At 34 weeks she was admitted to hospital with severe abdominal pain.

“The only medical care I received was 24 hours of pethidine [a type of painkiller] and an ultrasound,” she said. She was told her baby was fine and her lump was measured – it had grown since her initial scan.

IMG_20180518_184307 Kate Campbell pictured during her pregnancy in 2008.

“I was in really bad pain, any time I was active it would kick in. I had to spend a lot of time in bed and with the people around me I didn’t parade it, as much as I could I hid it from my kids and my friends, but I was in pain all the time,” Campbell explained.

Over the next number of weeks she asked for tests and to be induced early. When her due date arrived, she also asked to be induced, but this request was denied.

Two weeks after her due date she gave birth to her daughter without any complications, but she said she still “felt terrible”.

‘A lucky woman’

A fortnight later, she woke up in the middle of the night with “indescribable pain”. She had emergency surgery to remove the cyst and said she was told by her surgeon that she was “a lucky woman”.

The whole cyst had twisted in on itself and it had been rotting for weeks. They didn’t have a timescale but thought it was probably at 34 weeks when that first started to happen because of the pain I’d felt from that point. It got to the stage where the contents of it were nothing but black liquid.
The membrane of the cyst had adhered to my ovary and abdominal wall. My fallopian tube had collapsed as well. I lost my ovary, fallopian tube and part of the abdominal wall had to be scraped away.

“At some point it could have burst and I’m really lucky it didn’t because with that infection – basically a bag of rotten fluid pumped into your system – I could have been dead. I would have left behind a two-week-old baby, a four-year-old and a seven-year-old.”

Campbell decided in the last week to join the Eighth Amendment referendum campaign and to share her story, as she believes she would have had more control over her treatment if doctors had not “had their hands tied”.

‘Very unwell’

In an article last year, Dr Joe Aquilina, a consultant obstetrician and gynaecologist at London Bridge Hospital, wrote that it is rare that a cyst needs to be removed during surgery.

However, he said this may be required if “a cyst develops on a stem from an ovary, and becomes twisted (torsion)”.

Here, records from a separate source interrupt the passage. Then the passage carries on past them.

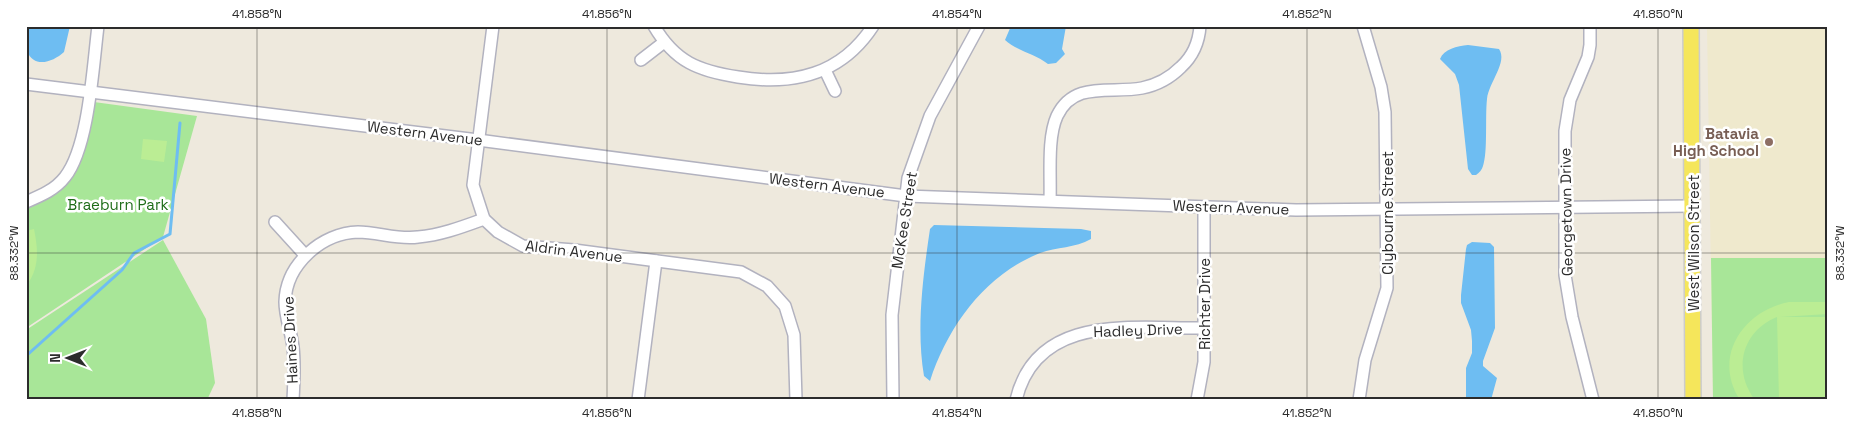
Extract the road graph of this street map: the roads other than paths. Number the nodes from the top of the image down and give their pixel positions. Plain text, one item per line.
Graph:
1 (98, 26) edge
2 (493, 26) edge
3 (654, 26) edge
4 (873, 26) edge
5 (979, 26) edge
6 (1200, 26) edge
7 (1363, 26) edge
8 (1590, 26) edge
9 (1690, 26) edge
10 (663, 42) junction
11 (641, 60) dead end
12 (825, 70) junction
13 (26, 84) edge
14 (835, 91) dead end
15 (90, 92) junction
16 (478, 140) junction
17 (906, 196) junction
18 (1050, 200) junction
19 (26, 202) edge
20 (1693, 206) junction
21 (1204, 207) junction
22 (1566, 208) junction
23 (1388, 210) junction
24 (484, 219) junction
25 (275, 222) dead end
26 (305, 255) junction
27 (656, 261) junction
28 (1204, 328) junction
29 (293, 400) edge
30 (638, 400) edge
31 (796, 400) edge
32 (893, 400) edge
33 (1016, 400) edge
34 (1197, 400) edge
35 (1359, 400) edge
36 (1593, 400) edge
37 (1694, 400) edge

1 - 15 street
2 - 16 street
3 - 10 street
4 - 12 street
5 - 17 street, McKee Street
6 - 18 street
7 - 23 street, Clybourne Street
8 - 22 street, Georgetown Drive
9 - 20 main road, West Wilson Street
10 - 11 street
10 - 12 street
12 - 14 street
13 - 15 street, Western Avenue
15 - 16 street, Western Avenue
15 - 19 street
16 - 17 street, Western Avenue
16 - 24 street
17 - 18 street, Western Avenue
17 - 32 street, McKee Street
18 - 21 street, Western Avenue
20 - 22 street, Western Avenue
20 - 37 main road, West Wilson Street
21 - 23 street, Western Avenue
21 - 28 street, Richter Drive
22 - 23 street, Western Avenue
22 - 36 street, Georgetown Drive
23 - 35 street, Clybourne Street
24 - 26 street
24 - 27 street, Aldrin Avenue
25 - 26 street
26 - 29 street, Haines Drive
27 - 30 street
27 - 31 street, Aldrin Avenue
28 - 33 street, Hadley Drive
28 - 34 street, Richter Drive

“If this happens, you may become very unwell and your ovary could be damaged.”

He also said doctors would consider removing the cyst if it was “causing pain or growing very quickly”.

“A cyst in early pregnancy can be removed using keyhole surgery (laparoscopy). However, if the cyst is large, or if you are in late pregnancy, your doctor may need to do the operation by making an incision in your tummy.”

Kate Campbell said she has moved on from what happened, but she wants to ensure other women do not go through the same experience.

“This is not about me anymore. I have two daughters and I don’t want them to grow up in an atmosphere where women’s bodies are disrespected in that way and women’s brains are disrespected – their own will.

“I don’t want anyone else to have to go through that.”